As I was reading a very interesting thread about the use of RC-coupled high frequency amplifiers, I was reminded of the only cathode follower RF circuit I have ever seen. This post was revised and moved here from the RC-coupled thread on Aug 5th 2009.

A 12BD6 remote cutoff pentode was used as the RF cathode follower preamp for the Motorola 62C1 chassis HS299. However, the cathode follower is loaded with a tuned series resonant RF circuit that steps up the voltage with a gain that is approximately the same as the net Q of the series combination of 47 Ohm driven by the cathode, L and C. This tuned circuit serves as the second RF tuned circuit and is under control of a 3-gang tuning capacitor. Keep in mind that the 12BD6 only has 2mS of transconductance, so there is an immediate attenuation of 1/10 from it's control grid to the 47 Ohm load at the cathode.


A while back, I wondered when the cathode follower was first used. I also thought that it could have been used very effectively during the triode era in the 1920's as an alternative to Neutralization of Miller capacitance.

Replacing the RF common cathode stages with RF common plate stages (another way of saying cathode follower stages) would have been done with the same number of triodes. The signal would enter the grid of stage and exit through the cathode, which would be loaded by a lower impedance tap of the usual inter-stage coupling transformer.
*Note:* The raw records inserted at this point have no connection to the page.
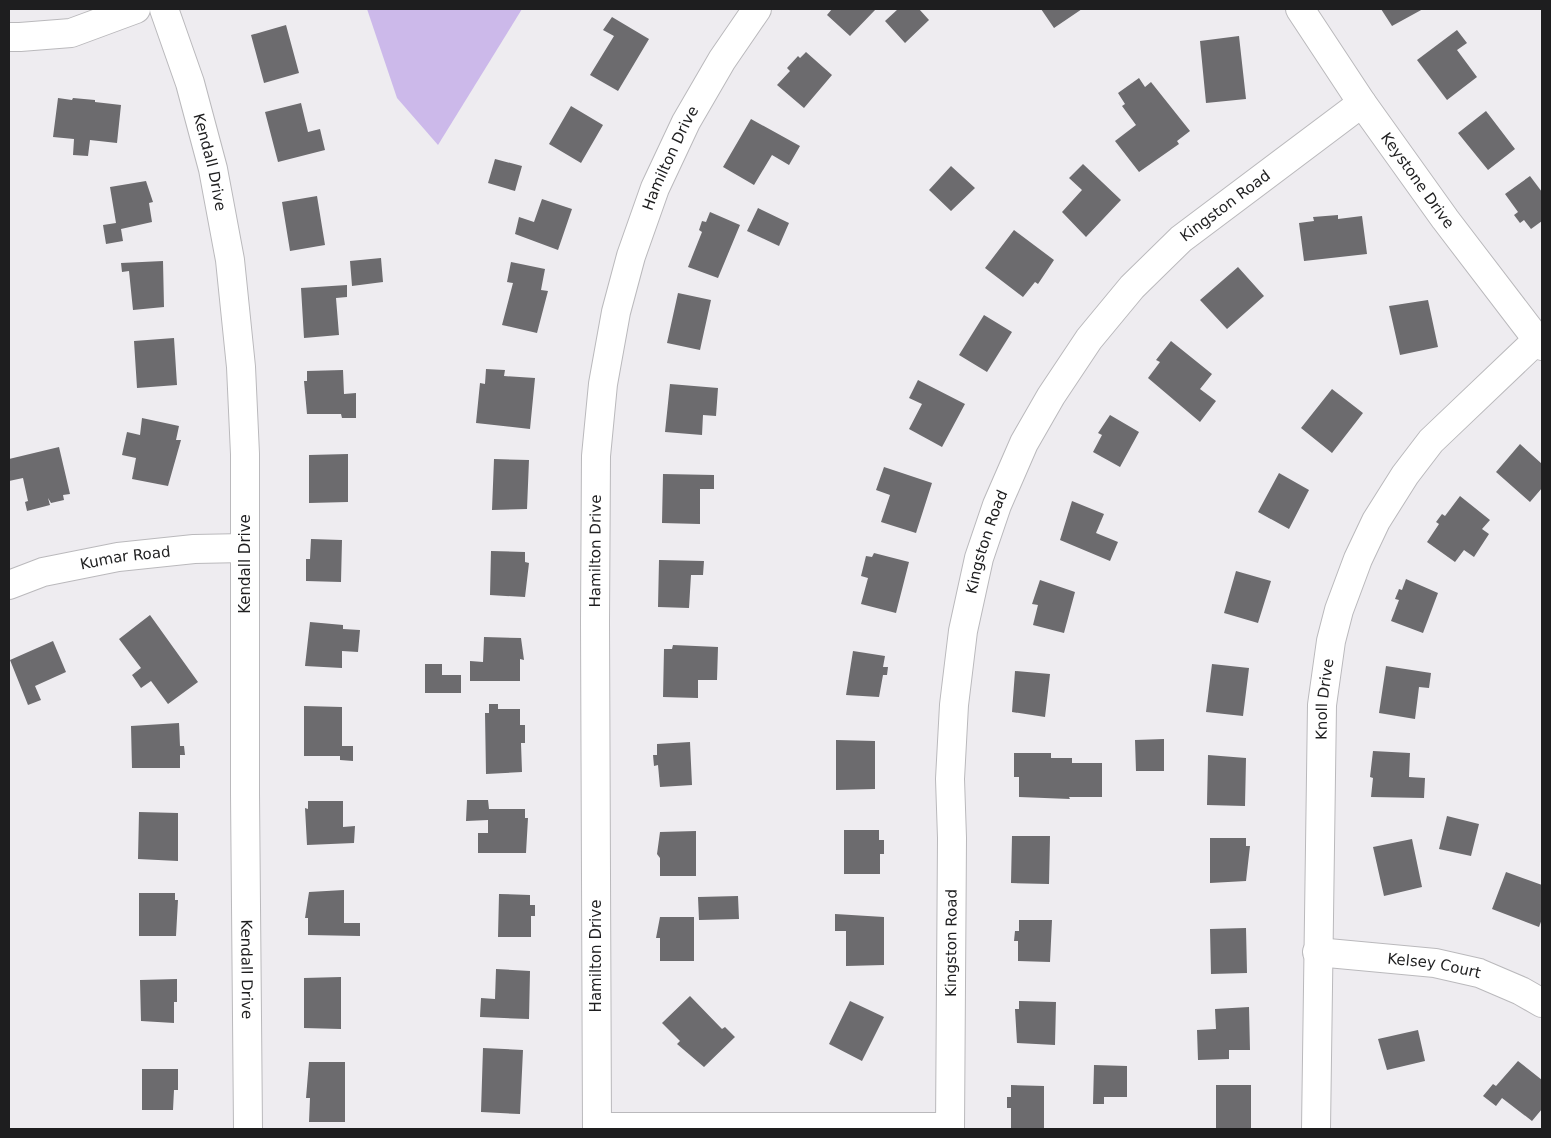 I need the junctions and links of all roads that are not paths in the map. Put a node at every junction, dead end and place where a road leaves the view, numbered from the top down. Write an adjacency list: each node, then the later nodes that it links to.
1 (136, 9): 5 (street)
2 (164, 9): 8 (street, Kendall Drive)
3 (757, 9): 12 (street, Hamilton Drive)
4 (1300, 9): 6 (street, Keystone Drive)
5 (9, 37)
6 (1362, 103): 7 (street, Keystone Drive); 13 (street, Kingston Road)
7 (1540, 343): 10 (street, Knoll Drive)
8 (245, 548): 9 (street, Kumar Road); 14 (street, Kendall Drive)
9 (9, 585)
10 (1318, 952): 11 (street, Kelsey Court); 15 (street, Knoll Drive)
11 (1542, 1003)
12 (597, 1128): 13 (street)
13 (950, 1128)
14 (248, 1129)
15 (1316, 1129)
Triodes from the 1920's had an intrinsic voltage gain mu, between 5 and 10, so a tap could be taken with fewer turns as compared to the plate drive point of a conventional common cathode circuit. One challenge here would be to handle the square law reduction in impedance on the order of 1/25 to 1/100 that would result in driving a tap that is one fifth to one tenth the original plate driving point.

But this impedance decrease could have been managed. The impedance at resonance for the tune circuits could well exceed 100k-Ohms. This means that the cathode would be loaded by 1k in the worst case. The filamentary triode transconductance usually around 1mS, which results in a cathode impedance of 1k Ohm, thus making this configuration feasable.

It should be noted that grounded cathode amplifiers have voltage gains that are the direct ratio of plate load resistance to cathode resistance (the inverse of transconductance)

Gain=Rplate/Rcathode;

while transformers have a voltage step up ratio (equivalent to voltage gain) that is the square root of the ratio of secondary to primary impedances.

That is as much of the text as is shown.